Wilson, Nicholas Charles; Gross, Jonathan (2017). 'The Case for Cultural Capability' Paper presented at the annual conference of the HDCA, Cape Town 2017.


In this paper, we make the case for cultural capability, i.e., the substantive freedom to give form and value to our experiences of self and self-in-relation. This is a freedom readily overlooked because it is so widely assumed to be axiomatic to ‘being human’; but in reality it is a freedom that is often curtailed or restricted, either individually or collectively. One reason for this is the reductionist view that such a capability is only of particular relevance to those interested in or working with culture and the arts.
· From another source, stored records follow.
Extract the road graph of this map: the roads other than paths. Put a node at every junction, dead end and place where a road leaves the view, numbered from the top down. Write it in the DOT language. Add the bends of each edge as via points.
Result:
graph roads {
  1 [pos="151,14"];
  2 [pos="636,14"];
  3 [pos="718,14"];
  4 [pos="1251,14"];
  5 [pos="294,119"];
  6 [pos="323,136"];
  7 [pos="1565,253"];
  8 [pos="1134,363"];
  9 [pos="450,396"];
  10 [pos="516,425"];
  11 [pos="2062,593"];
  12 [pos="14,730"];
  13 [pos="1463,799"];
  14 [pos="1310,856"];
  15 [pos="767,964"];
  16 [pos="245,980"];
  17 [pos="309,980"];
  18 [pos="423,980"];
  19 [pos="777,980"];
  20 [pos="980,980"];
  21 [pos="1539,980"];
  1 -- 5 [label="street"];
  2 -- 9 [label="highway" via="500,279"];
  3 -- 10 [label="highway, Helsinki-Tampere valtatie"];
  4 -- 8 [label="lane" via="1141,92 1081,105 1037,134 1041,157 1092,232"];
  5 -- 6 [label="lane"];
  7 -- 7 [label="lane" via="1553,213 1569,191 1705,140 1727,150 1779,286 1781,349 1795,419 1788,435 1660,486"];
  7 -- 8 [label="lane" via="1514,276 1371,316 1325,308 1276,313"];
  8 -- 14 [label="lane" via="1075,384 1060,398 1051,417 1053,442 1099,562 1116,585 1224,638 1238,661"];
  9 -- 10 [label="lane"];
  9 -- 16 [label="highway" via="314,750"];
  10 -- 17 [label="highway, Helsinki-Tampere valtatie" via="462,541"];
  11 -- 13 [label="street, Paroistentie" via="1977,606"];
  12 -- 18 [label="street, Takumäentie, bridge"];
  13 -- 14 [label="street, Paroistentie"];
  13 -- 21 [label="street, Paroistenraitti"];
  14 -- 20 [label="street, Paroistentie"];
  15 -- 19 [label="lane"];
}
The starting point for our conceptual contribution is indeed to be found in an empirical research project within the specific context of the UK’s arts and cultural sector. But over and above the domain level implications of taking cultural capabilities seriously across the arts, creative industries, and everyday creativity (where, notably, we show how cultural opportunities extend well beyond access to publicly funded arts), we argue that cultural capability needs to be regarded as meta-theoretically central to how we provide opportunities for everyone ‘to do and be what they really value’, i.e., the central objective of the Capabilities Approach (CA). We call for comparative research across regions, nations and cultures to better understand how cultural capabilities can be (and are) turned into functionings in context; and we make the case for setting up a thematic grouping within the HDCA, alongside the possibility of including cultural capability on the CA index.